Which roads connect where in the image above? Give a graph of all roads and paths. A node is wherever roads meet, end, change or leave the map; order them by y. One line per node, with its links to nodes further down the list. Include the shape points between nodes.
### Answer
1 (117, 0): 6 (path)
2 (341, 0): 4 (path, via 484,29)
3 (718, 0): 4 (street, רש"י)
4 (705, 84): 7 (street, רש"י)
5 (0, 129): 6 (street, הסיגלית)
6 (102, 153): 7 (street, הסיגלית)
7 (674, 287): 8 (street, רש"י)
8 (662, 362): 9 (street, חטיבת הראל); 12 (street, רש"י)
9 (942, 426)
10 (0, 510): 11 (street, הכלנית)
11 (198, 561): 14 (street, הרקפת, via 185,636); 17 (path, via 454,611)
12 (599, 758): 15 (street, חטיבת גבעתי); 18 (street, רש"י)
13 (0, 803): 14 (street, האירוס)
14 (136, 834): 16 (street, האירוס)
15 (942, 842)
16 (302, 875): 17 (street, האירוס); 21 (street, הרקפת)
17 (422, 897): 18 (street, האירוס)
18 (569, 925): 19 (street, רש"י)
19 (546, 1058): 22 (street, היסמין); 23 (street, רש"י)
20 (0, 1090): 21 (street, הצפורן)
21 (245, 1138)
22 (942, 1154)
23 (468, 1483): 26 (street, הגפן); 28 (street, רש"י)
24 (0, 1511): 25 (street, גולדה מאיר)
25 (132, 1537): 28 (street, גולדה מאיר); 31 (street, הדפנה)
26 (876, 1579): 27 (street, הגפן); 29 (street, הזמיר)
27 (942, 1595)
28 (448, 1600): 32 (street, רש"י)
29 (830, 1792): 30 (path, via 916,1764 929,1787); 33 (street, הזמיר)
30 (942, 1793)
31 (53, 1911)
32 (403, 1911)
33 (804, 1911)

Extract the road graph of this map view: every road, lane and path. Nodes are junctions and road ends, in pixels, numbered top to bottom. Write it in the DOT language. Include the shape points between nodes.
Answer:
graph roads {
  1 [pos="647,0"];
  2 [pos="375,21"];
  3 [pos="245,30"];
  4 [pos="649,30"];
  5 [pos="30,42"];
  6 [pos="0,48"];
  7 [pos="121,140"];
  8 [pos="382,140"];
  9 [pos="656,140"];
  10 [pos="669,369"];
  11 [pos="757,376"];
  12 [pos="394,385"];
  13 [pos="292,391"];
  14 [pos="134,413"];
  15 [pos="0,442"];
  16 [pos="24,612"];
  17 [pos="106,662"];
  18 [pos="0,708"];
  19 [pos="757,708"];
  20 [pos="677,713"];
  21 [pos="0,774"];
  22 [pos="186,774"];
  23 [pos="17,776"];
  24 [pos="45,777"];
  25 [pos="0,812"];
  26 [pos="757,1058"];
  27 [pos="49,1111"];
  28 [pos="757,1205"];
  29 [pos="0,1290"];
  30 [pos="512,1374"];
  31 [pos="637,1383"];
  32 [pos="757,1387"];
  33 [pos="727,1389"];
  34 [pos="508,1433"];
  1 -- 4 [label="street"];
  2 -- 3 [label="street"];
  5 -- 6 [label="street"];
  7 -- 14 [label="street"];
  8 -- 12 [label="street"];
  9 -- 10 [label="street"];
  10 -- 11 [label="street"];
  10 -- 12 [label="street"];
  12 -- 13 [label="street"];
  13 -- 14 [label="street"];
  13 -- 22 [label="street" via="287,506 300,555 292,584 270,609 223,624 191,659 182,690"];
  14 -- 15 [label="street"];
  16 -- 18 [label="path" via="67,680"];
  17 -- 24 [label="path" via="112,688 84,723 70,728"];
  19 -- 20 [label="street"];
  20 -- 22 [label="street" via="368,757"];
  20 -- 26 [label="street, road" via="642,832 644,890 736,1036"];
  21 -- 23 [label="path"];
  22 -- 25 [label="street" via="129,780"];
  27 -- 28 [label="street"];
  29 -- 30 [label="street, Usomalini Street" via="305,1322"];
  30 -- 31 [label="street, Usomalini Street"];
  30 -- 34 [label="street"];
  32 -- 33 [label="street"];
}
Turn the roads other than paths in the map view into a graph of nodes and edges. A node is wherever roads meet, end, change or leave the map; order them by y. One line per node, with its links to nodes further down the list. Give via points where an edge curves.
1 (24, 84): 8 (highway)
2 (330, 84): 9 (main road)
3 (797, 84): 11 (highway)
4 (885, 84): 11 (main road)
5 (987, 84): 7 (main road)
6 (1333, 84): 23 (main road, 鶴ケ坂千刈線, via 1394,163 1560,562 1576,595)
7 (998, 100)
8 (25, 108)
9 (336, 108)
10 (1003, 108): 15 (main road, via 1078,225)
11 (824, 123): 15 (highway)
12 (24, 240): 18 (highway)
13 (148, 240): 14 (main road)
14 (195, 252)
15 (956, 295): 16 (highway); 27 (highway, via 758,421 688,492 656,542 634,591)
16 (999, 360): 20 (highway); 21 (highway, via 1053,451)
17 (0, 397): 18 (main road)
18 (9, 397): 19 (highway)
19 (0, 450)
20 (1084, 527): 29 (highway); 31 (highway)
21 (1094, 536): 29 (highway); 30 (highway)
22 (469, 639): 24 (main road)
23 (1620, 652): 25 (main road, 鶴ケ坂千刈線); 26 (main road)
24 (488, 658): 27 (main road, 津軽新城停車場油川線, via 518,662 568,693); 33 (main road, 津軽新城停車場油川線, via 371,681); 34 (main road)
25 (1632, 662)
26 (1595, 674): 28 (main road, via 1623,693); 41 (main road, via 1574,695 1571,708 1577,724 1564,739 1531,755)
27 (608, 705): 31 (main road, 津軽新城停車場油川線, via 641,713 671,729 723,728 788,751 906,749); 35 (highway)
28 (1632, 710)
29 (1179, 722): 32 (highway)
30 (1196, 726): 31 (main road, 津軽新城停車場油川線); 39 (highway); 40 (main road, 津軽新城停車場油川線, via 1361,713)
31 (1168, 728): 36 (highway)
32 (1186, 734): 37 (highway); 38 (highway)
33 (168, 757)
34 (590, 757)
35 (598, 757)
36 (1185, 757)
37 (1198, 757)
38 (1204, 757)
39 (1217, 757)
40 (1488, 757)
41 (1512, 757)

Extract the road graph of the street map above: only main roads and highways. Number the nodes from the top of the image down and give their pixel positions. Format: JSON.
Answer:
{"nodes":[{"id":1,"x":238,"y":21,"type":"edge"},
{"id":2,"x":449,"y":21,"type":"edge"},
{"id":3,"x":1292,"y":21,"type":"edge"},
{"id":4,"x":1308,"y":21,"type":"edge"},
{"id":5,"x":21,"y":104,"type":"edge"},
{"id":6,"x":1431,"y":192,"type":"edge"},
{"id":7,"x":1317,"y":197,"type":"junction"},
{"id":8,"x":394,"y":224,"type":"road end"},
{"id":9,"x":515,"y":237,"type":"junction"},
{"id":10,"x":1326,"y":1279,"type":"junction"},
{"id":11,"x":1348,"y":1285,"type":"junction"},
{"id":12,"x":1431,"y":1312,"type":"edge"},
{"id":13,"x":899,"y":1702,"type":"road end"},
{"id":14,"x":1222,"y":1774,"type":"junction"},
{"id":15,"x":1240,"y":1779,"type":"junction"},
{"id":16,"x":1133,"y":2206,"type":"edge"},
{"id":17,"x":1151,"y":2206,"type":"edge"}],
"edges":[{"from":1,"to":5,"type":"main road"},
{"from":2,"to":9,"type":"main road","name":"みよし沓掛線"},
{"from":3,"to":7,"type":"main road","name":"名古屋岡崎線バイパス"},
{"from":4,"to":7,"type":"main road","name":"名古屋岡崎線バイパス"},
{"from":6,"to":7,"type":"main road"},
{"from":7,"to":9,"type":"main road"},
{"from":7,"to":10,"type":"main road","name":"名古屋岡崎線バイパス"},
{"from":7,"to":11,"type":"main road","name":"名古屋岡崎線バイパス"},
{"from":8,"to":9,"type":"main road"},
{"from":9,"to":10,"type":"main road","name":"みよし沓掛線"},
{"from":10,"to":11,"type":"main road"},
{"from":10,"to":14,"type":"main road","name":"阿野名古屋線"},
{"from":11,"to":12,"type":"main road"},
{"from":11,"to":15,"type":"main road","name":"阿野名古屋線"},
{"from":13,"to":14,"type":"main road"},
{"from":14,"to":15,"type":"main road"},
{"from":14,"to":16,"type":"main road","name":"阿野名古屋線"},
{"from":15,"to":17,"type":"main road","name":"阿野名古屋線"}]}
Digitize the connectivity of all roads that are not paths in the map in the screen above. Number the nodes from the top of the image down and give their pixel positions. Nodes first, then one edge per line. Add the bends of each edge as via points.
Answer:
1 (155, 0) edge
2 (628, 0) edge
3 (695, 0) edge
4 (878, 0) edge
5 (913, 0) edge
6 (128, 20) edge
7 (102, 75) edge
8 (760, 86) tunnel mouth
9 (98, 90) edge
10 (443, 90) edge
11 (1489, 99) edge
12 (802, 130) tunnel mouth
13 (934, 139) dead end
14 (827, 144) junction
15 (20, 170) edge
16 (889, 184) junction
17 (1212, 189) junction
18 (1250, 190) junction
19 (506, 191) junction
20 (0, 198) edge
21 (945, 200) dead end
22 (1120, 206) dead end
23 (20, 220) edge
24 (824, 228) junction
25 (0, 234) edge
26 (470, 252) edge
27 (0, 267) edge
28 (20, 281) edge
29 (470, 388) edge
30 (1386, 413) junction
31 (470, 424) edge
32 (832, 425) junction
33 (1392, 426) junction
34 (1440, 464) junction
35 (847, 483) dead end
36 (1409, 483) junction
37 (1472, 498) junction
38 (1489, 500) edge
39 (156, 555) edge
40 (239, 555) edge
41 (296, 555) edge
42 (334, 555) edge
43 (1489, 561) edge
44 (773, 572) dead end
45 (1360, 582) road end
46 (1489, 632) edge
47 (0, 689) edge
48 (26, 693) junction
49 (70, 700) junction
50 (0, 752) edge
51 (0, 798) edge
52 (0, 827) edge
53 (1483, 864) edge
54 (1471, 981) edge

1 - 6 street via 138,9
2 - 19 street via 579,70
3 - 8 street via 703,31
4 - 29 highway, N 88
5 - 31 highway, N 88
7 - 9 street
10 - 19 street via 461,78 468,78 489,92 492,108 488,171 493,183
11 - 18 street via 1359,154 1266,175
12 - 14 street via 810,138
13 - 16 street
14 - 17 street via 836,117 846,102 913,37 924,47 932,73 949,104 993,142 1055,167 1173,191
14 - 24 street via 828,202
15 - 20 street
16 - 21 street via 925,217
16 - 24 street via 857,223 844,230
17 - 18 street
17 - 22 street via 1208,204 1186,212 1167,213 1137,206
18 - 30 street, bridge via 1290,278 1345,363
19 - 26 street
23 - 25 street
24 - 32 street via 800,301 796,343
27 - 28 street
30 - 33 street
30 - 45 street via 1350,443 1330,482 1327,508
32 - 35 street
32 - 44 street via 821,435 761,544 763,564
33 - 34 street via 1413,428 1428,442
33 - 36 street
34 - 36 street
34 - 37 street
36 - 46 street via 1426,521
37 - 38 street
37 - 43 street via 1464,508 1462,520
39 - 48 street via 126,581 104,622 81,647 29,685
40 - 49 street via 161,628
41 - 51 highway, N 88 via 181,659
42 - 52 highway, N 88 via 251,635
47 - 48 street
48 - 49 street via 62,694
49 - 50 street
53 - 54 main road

----

DESCRIPTION OF THE TASK:
With "Extract" as the string to match, show every line of the entries above that has it.

EXERCISE RESPONSE:
Extract the road graph of this map view: every road, lane and path. Nodes are junctions and road ends, in pixels, numbered top to bottom. Write it in the DOT language. Include the shape points between nodes.
Extract the road graph of the street map above: only main roads and highways. Number the nodes from the top of the image down and give their pixel positions. Format: JSON.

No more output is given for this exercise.